Legal Questions: As highlighted above, some of the biggest legal questions surrounding the ACA are behind us, but a few important ones remain.  We wrote about the challenges to the law’s requirements to cover contraception back in December. Arguments in these cases took place in late March, and the Supreme Court’s decision on these cases will be out in June.

More sweeping, however, are three recent challenges that the ACA doesn’t actually allow subsidies to be available for plans purchased through the federally-facilitated healthcare.gov by individuals in states who chose not to run their own exchanges.
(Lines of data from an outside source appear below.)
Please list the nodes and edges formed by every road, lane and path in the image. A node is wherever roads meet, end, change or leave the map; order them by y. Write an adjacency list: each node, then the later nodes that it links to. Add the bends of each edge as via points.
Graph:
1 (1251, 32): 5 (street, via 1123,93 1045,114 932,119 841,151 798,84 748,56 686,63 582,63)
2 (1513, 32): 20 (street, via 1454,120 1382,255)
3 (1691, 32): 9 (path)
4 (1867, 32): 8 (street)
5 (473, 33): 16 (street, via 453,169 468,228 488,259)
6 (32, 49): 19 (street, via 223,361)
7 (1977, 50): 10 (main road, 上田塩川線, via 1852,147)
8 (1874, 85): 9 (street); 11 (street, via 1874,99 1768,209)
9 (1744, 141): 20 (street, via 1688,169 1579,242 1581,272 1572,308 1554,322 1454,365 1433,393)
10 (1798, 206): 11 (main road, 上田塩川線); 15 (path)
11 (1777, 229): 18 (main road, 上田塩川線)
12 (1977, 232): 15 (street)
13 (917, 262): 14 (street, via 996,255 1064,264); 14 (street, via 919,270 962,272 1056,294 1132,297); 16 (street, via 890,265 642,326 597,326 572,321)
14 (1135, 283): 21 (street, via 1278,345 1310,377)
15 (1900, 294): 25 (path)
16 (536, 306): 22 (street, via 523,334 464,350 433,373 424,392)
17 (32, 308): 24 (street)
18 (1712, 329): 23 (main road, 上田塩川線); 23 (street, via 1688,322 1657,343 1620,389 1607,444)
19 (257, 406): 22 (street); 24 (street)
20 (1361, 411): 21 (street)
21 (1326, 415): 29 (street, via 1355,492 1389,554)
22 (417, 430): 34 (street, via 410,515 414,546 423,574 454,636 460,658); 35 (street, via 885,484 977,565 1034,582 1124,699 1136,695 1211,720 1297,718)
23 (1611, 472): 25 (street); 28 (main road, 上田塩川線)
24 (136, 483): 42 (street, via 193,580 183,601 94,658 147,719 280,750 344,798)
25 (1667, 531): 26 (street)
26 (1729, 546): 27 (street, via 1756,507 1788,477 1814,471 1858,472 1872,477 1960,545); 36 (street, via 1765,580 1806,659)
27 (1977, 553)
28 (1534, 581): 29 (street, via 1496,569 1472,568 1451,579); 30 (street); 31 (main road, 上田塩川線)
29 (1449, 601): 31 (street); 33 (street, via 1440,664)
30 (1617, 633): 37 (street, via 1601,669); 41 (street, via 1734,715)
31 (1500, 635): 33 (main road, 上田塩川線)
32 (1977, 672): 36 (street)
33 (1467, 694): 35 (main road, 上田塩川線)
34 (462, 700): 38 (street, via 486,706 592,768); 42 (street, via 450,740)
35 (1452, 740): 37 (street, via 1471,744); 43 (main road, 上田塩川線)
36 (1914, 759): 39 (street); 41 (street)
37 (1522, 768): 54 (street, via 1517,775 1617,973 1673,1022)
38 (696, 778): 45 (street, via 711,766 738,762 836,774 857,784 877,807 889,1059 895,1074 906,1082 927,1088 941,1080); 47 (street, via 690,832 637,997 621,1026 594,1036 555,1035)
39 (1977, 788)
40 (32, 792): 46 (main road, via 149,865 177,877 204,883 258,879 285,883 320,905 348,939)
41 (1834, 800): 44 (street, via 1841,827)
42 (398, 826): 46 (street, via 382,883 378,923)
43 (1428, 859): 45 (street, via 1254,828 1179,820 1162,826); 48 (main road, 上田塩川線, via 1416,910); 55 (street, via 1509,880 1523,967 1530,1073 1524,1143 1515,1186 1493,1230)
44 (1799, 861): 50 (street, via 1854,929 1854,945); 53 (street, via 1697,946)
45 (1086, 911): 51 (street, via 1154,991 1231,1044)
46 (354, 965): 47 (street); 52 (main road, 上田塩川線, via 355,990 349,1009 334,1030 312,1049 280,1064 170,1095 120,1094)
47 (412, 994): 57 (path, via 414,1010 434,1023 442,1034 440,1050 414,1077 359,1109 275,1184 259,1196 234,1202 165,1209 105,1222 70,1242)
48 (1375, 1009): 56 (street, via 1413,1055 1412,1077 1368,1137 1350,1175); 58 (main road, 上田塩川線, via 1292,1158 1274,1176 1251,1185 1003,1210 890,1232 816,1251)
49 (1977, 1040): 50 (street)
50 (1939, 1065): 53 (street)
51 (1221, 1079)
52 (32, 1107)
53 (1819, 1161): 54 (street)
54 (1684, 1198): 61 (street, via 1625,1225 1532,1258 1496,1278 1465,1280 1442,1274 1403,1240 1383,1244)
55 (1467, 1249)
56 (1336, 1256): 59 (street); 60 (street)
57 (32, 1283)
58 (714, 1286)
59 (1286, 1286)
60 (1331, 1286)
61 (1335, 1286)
After two rulings by district courts in favor of the subsidies, arguments in the furthest along of the three cases reached the Circuit Court of Appeals – the last stop before the Supreme Court – in late March with a decision expected in June. An ultimate ruling blocking subsidies for healthcare.gov plans could essentially cripple the law’s ability to help low-to-middle income individuals purchase insurance in 36 states.

Next Year: With open enrollment for 2015 beginning on November 15th, information about next year’s plan offerings will be available before we know it, and this information will tell us a lot about how well the law is meeting some of its goals. In fact, the Administration’s guideline updates for its 2015 plan reviews are already revealing some weak spots. As we recently highlighted, these updates reveal that perhaps many lost access to need prescriptions, faced overly-restrictive provider networks, or felt that cost-sharing structures were discriminatory.

What’s more important, the number and prices of plans in 2015 will likely tell us a lot about how well the risk pool shook out in 2014. As we discussed back in November, not only the number of people but also the kinds of people that ultimately enrolled in a plan this year will be important drivers of the long-term sustainability and affordability of plans.

With so many moving pieces in a complex law set in the context of a complicated and fragmented health care system, there are dozens of standards by which the success (or failure) of Obamacare may be measured. So if you thought the last couple of years were exciting, buckle up, because we’ve only just begun!